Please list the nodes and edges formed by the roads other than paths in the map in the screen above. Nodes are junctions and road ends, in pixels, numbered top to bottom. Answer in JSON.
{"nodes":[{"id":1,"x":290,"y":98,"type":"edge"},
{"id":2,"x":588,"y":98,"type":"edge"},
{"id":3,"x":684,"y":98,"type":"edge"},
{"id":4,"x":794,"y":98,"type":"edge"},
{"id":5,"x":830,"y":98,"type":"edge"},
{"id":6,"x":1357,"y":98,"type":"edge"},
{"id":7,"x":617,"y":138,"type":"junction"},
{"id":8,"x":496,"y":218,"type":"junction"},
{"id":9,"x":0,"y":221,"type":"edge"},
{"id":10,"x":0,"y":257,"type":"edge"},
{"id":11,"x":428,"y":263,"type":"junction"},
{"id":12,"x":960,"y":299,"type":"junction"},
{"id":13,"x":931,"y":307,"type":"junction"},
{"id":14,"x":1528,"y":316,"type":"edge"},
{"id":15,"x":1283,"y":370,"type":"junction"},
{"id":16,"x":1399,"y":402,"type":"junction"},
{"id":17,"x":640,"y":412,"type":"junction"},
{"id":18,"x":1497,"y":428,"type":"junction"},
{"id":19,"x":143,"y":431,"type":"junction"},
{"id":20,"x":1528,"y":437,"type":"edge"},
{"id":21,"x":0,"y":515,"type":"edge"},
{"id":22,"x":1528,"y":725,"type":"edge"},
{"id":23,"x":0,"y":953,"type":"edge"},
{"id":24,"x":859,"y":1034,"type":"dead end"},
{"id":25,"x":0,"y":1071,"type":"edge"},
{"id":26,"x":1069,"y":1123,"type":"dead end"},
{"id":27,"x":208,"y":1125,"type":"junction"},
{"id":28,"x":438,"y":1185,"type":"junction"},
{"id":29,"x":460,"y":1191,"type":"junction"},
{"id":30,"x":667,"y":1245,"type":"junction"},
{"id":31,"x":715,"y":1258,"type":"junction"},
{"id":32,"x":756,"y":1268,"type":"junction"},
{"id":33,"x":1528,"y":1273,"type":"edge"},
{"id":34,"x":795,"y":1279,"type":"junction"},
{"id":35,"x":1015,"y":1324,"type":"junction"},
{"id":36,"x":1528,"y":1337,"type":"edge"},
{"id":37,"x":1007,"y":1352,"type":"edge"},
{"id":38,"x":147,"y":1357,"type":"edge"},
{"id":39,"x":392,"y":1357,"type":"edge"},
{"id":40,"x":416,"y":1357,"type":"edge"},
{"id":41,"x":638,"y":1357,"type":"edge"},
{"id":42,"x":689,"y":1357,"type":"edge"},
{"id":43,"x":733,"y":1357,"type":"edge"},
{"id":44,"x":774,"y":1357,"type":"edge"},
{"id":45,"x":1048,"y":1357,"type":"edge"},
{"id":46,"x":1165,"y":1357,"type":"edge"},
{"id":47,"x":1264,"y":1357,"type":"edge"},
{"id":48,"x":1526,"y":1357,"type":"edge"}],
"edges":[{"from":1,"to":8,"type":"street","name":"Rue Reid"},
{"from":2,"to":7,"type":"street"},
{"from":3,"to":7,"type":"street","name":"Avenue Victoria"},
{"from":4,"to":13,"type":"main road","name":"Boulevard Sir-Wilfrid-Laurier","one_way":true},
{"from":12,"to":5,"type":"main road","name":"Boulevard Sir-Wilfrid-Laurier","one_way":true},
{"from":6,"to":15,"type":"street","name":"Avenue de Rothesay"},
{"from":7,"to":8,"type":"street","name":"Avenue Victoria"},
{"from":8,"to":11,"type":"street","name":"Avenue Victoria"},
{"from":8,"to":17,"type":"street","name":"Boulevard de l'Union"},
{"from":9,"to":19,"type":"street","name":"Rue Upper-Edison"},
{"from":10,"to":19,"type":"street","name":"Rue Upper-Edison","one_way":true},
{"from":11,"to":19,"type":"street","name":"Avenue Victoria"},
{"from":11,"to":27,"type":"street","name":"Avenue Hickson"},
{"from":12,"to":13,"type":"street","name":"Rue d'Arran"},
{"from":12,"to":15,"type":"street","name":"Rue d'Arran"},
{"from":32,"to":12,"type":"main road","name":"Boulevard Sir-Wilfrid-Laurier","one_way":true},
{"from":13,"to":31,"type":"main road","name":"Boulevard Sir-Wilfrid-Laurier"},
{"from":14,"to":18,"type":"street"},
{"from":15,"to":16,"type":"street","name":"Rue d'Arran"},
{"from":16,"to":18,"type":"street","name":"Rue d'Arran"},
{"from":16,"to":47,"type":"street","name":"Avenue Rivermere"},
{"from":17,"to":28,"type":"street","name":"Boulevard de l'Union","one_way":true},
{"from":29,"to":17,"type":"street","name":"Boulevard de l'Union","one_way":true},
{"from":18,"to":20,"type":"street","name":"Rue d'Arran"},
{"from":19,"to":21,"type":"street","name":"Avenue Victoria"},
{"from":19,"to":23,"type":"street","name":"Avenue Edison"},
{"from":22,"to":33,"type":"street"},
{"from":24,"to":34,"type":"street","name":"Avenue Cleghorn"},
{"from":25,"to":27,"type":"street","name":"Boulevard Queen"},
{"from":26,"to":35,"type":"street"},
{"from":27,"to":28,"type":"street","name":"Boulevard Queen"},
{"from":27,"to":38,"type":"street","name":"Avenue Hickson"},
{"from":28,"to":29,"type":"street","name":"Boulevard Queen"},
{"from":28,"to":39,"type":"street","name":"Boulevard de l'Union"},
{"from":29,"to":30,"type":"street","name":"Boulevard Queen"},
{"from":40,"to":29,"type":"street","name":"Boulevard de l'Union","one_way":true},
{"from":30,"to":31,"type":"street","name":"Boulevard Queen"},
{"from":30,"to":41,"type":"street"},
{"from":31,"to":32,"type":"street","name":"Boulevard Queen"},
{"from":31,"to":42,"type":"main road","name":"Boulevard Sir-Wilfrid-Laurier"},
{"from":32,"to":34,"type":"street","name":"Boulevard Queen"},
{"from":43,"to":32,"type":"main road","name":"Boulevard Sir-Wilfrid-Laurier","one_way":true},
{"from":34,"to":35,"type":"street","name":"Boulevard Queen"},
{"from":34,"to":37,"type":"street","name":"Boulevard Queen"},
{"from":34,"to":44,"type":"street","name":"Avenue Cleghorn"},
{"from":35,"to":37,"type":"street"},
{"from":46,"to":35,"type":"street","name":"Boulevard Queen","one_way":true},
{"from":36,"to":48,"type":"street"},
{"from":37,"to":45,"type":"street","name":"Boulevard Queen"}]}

^^^^^^^^

→ Instructions to follow
Which lines above include "Upper"? Show each of them by copying it.

→ Expected answer
{"from":9,"to":19,"type":"street","name":"Rue Upper-Edison"},
{"from":10,"to":19,"type":"street","name":"Rue Upper-Edison","one_way":true},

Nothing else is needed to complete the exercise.